→ **EXERCISE AIM**: Please go through the records below and return every line holding the word "dead".

→ **SOURCE MATERIAL**:
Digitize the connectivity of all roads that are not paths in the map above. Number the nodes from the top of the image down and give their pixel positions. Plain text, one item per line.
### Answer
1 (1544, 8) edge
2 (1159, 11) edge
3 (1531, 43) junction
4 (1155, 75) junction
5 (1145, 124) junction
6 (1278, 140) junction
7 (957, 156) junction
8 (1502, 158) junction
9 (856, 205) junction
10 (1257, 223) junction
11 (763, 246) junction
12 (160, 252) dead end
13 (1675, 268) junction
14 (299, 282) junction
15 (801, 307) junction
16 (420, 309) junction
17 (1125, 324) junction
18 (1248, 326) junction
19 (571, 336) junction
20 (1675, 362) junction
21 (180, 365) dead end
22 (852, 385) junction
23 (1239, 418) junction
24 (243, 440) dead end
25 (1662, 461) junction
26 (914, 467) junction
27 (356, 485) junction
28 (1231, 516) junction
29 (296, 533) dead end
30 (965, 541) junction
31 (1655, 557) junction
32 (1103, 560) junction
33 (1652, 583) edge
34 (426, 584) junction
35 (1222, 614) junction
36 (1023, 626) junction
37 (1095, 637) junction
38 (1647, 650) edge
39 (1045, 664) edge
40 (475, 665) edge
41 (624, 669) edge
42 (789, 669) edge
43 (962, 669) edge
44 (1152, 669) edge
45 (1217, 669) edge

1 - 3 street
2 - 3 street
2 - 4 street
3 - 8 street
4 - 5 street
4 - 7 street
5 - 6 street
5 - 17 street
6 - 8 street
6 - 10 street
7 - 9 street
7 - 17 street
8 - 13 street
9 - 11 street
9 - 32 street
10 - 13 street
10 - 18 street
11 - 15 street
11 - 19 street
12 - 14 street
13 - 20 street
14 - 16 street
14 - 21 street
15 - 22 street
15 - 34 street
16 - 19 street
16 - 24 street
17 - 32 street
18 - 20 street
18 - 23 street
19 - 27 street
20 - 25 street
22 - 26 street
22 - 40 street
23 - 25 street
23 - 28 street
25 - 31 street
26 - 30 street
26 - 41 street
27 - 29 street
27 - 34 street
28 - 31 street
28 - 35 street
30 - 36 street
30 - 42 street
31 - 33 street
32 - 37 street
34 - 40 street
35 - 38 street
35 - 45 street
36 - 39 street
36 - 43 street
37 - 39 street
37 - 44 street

→ **WRITTEN SOLUTION**:
12 (160, 252) dead end
21 (180, 365) dead end
24 (243, 440) dead end
29 (296, 533) dead end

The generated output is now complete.